The national attention is the result of a recent federal circuit
court ruling, in which the court held, among other things, that
the distribution of the DeCSS source code violates the Digital
Millenium Copyright Act (DMCA). It is my understanding that this
ruling holds that it is illegal to distribute CSS compatible
source code, including by URL reference ("link") to the same.
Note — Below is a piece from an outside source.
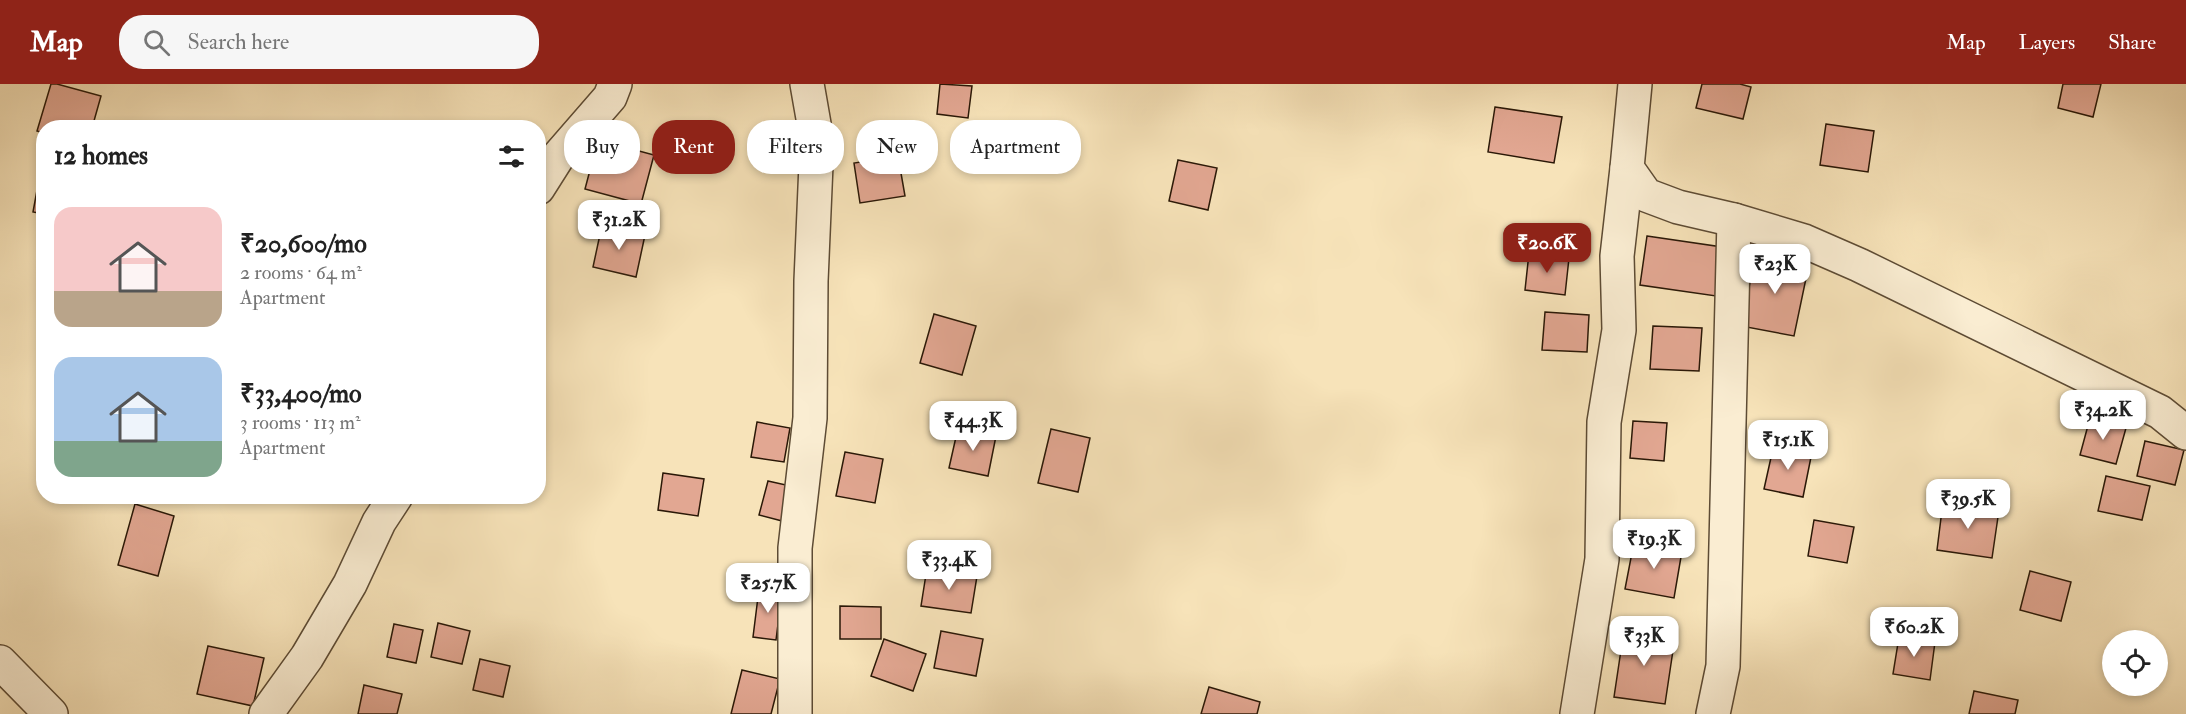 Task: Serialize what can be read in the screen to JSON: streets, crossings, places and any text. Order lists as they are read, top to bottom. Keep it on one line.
{"page":{"header":"Map","search":"Search here","nav":["Map","Layers","Share"],"chip":["Buy","Rent","Filters","New","Apartment"],"heading":"12 homes","list":[{"name":"₹20,600/mo","note":"2 rooms · 64 m² · Apartment"},{"name":"₹33,400/mo","note":"3 rooms · 113 m² · Apartment"}],"price":["₹31.2K","₹20.6K","₹23K","₹34.2K","₹44.3K","₹15.1K","₹39.5K","₹19.3K","₹33.4K","₹25.7K","₹60.2K","₹33K"]}}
Others, including myself, believe that there exists a very clear
distinction between human ideas expressed unambiguously and
concisely in source code and the machine that exists after this
source code is compiled or interpreted, and made runnable within
a machine's memory. I believe that ideas expressed in this source
code are Constitutionally protected speech, and that only the
executible machine may be considered a "circumvention
technology". As we discussed on the first day of class, "A
program is a specification, whereas a process is an instance of a
program in execution."
Furthermore, I believe that reverse-engineering for the purposes
of ensuring compatibility, as a matter of public policy, and as a
matter of the DMCA, should be and is protected. I believe that
DeCSS, the product of reverse-engineering, is nothing more than a
tool which allows Linux boxes to run .VOB programs on equipment
other than that licensed by the monopoly DVD Copy Control
Association. But my opinion on this issue is uneducated and
unreliable -- I am not an attorney, and at least one court seems
to have taken a different view.
Although I may disagree with the law, I cannot stand in front of
this classroom and violate it or suggest that you violate it.
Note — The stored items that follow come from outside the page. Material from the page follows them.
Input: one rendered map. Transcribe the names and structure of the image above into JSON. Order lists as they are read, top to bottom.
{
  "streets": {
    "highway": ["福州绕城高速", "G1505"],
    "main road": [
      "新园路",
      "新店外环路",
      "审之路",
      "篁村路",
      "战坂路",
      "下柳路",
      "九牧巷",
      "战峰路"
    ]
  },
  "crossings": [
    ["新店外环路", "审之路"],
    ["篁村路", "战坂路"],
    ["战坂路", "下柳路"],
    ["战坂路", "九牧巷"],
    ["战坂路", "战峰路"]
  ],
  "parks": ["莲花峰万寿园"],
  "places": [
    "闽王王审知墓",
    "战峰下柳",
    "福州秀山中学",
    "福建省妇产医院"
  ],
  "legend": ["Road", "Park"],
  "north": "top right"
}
Instead, I encourage you to obey it -- and to act to change it if
you disagree with it.
As we'll discuss shortly, CSS is based on two Linear Feedback
Shift Registers (LFSRs). Although very efficient in hardware,
LFSRs are somewhat inefficient to implement in software, and
there are some interesting programming techniques that are used
to speed up the process. Unfortunately, I do not believe it is
lawful for me to show that code, or equivalent code, to you today
-- for that reason, I will not. Unfortunately, the same concern
leads me to suggest that you refrain from reviewing the DeCSS
source code after this lecture. Unlike my suggestion to review an
implementation of DES, obtaining source code for DeCSS may well
violate federal law. So today, you will literally get, "As much
of an education as the law allows -- and no more."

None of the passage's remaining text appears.